Jakarta, FORTUNE - Industri keuangan syariah global tengah menunjukkan tren pertumbuhan yang impresif. Sepanjang 2024, total nilai asetnya mengalami lonjakan hampir 15 persen, menembus angka US$3.880 miliar. Namun, laporan IFSI Stability Report 2025 yang dirilis Islamic Financial Services Board (IFSB) pada Mei 2025 mencatat ekspansi ini belum seimbang.
Sebagian besar pertumbuhan masih terkonsentrasi di sektor perbankan, sementara instrumen lain seperti sukuk dan asuransi syariah belum berkembang optimal—terutama di pasar negara berkembang seperti Indonesia. “Total aset perbankan syariah menyumbang 71,6 persen dari IFSI, jauh di atas sukuk 23,3 persen dan asuransi syariah 1,4 persen,” tulis laporan tersebut.
Fenomena ketimpangan ini tercermin nyata di Indonesia. Bank-bank syariah memang menunjukkan pertumbuhan yang stabil, tapi pengembangan sektor pasar modal syariah dan asuransi masih tertinggal. Padahal, menurut laporan tersebut, secara global sektor sukuk tumbuh 25,6 persen dan asuransi syariah meningkat 16,9 persen selama 2024—mengindikasikan potensi yang belum dimanfaatkan secara maksimal.
IFSB juga menyoroti hambatan struktural yang memperlambat kemajuan instrumen keuangan non-bank. “Keterbatasan instrumen investasi dan likuiditas syariah melemahkan fungsi sukuk sebagai alat stabilitas sistem keuangan dan pengelolaan likuiditas,” tulis lembaga tersebut.
Tantangan lain datang dari struktur pendanaan bank syariah yang masih bergantung besar pada dana simpanan jangka pendek.
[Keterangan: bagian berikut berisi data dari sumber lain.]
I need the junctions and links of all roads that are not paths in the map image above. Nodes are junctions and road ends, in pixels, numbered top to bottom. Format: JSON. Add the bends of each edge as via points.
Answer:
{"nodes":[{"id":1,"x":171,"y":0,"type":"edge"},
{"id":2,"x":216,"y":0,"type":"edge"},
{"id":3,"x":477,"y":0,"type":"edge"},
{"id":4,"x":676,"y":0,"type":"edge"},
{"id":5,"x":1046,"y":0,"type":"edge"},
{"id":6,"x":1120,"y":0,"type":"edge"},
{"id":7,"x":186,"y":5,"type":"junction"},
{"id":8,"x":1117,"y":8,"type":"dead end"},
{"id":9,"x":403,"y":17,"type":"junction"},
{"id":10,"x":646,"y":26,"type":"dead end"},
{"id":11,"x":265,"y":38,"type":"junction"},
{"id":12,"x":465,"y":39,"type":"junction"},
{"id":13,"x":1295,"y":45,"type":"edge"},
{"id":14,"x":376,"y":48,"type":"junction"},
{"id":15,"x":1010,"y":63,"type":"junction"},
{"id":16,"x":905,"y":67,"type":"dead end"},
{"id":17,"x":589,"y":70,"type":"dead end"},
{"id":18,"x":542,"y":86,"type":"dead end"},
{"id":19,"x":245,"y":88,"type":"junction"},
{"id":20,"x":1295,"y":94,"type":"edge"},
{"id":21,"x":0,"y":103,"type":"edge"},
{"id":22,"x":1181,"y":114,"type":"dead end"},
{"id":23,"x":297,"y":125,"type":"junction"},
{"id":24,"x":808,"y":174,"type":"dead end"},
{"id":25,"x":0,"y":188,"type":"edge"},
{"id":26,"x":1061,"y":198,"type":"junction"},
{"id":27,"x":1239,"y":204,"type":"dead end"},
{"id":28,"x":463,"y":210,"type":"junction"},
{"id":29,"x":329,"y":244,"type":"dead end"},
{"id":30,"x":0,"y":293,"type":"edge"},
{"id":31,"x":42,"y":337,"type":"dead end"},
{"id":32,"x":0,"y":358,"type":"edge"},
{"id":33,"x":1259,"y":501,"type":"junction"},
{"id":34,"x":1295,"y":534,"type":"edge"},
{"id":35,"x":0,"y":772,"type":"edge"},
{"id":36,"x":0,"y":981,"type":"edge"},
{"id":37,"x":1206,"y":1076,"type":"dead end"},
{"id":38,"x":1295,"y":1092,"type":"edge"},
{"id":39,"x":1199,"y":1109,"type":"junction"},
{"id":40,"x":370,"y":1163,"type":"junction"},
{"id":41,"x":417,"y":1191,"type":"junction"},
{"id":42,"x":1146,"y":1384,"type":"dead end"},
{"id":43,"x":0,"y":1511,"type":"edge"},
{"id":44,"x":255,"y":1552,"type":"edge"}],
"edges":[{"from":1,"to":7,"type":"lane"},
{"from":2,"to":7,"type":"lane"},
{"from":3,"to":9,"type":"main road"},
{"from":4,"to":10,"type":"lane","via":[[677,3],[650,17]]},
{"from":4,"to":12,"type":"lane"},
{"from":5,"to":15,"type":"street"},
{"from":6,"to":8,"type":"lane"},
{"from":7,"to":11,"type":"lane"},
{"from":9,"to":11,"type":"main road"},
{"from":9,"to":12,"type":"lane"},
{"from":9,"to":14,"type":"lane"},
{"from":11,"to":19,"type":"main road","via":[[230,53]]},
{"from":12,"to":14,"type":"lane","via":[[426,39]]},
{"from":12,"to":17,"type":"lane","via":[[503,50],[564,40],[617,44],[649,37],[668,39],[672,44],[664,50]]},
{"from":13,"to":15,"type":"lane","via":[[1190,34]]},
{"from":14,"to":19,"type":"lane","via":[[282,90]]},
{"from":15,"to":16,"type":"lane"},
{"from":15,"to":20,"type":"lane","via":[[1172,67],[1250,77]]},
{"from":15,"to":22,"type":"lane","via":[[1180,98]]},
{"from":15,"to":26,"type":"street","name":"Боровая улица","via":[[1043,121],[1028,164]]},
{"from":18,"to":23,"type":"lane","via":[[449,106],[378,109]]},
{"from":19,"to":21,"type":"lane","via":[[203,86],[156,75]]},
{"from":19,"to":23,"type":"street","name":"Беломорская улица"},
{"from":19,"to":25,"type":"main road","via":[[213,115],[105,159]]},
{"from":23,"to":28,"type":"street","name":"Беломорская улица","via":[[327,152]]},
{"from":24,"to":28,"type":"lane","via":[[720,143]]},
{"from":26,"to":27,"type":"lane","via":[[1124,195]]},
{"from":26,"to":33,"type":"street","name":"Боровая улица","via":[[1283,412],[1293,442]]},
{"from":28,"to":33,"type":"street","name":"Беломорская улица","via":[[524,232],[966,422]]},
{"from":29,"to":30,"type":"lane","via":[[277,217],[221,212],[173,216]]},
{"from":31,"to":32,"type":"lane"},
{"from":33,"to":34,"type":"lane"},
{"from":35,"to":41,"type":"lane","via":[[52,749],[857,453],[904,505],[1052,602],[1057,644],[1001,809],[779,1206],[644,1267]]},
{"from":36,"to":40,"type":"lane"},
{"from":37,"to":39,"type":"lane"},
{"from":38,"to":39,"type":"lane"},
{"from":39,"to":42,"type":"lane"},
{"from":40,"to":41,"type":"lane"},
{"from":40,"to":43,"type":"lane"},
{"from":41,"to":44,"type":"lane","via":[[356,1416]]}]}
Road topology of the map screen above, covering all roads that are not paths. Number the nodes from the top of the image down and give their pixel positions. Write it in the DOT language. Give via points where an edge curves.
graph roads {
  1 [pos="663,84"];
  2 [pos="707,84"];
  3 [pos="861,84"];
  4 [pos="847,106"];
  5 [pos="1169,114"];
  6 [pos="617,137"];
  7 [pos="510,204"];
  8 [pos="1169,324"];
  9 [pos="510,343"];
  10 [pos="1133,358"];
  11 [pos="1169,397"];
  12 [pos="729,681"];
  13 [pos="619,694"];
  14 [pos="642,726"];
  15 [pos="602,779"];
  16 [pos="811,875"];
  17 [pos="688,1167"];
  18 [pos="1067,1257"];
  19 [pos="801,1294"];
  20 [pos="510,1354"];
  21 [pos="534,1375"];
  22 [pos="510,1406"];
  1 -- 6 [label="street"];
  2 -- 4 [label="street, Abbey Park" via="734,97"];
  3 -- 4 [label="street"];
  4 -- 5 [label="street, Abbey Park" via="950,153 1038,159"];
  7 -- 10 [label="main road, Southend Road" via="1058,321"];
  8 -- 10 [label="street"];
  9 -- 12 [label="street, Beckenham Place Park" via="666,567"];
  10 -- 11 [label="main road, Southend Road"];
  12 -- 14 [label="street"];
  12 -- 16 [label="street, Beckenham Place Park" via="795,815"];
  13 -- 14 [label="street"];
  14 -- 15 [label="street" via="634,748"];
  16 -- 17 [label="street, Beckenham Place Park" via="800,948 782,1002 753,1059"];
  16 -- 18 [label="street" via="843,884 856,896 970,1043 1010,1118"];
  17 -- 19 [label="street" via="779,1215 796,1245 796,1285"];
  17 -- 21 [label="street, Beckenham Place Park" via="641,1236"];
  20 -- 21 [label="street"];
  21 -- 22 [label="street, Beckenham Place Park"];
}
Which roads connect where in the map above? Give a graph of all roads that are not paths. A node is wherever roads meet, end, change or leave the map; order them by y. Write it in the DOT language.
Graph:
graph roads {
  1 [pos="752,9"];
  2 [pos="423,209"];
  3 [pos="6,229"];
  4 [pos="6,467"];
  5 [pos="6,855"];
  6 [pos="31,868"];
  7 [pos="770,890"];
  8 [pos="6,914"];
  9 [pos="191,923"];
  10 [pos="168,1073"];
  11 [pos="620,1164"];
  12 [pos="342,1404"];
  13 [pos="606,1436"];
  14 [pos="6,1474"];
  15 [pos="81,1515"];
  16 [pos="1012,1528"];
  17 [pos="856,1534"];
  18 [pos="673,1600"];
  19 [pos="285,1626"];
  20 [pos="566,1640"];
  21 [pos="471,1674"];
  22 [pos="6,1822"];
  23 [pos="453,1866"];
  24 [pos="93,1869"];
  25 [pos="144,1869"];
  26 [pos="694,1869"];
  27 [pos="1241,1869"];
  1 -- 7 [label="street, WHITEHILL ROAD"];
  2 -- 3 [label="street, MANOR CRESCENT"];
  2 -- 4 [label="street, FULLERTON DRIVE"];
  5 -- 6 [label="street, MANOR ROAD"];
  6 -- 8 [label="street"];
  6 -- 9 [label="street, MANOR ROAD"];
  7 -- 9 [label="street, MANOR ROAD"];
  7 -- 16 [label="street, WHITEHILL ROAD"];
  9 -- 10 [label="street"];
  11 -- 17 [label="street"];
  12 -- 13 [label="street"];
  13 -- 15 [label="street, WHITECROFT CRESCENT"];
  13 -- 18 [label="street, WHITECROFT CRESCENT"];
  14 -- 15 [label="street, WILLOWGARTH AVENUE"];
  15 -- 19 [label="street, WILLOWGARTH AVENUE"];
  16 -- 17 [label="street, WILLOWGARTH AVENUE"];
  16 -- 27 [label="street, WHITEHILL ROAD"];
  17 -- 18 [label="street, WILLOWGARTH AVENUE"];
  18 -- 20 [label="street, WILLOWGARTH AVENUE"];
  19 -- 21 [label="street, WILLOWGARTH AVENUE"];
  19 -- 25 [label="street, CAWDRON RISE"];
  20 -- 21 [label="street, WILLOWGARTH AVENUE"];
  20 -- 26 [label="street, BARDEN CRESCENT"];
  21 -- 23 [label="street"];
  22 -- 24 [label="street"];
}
Akses ke pembiayaan jangka panjang melalui pasar modal belum optimal, yang menyebabkan bank sulit meningkatkan fleksibilitas dan daya tahan terhadap tekanan ekonomi.
Skema pembiayaan yang digunakan pun banyak yang mengandalkan commodity murabahah (CM), yang dinilai makin menyerupai sistem utang konvensional. “Total simpanan berbasis CM mencapai US$512 miliar per kuartal II 2024, tumbuh 41 persen per tahun sejak 2022,” catat IFSB.
Pakar ekonomi syariah, Ronald Rulindo, menilai bahwa Indonesia sebenarnya sudah memiliki kerangka hukum dan kelembagaan yang cukup, tetapi implementasi konkretnya masih minim. “Kalau untuk Islamic finance, belum ada gebrakan baru yang terlihat walaupun sudah ada UU P2SK yang memberikan beberapa fleksibilitas,” ujarnya, melansir Republika (8/7).
Ronald juga menyoroti absennya isu keuangan syariah dalam kerja sama internasional. “Dari kunjungan Presiden ke Saudi, banyak kesepakatan yang tercapai. Tapi topik keuangan syariah dan industri halal tidak terlihat dalam poin-poin yang diliput media,” Katanya.
Kepala CSED INDEF, Nur Hidayah, melihat dari perspektif demografis bahwa generasi Muslim muda kini semakin memilih layanan keuangan yang digital, berkelanjutan, dan bernilai. “Perpaduan antara gaya hidup digital Muslim dan layanan keuangan syariah yang inovatif akan jadi tren besar ke depan,” ujarnya.
Guna memperkuat infrastruktur keuangan syariah yang lebih merata, IFSB merekomendasikan agar negara-negara seperti Indonesia aktif menerbitkan sukuk dalam denominasi rupiah, memperluas variasi tenor, serta membentuk kurva imbal hasil yang bisa dijadikan acuan. Di sisi lain, penyederhanaan struktur sukuk dan penguatan infrastruktur perdagangan menjadi langkah penting untuk menciptakan pasar yang lebih likuid dan efisien.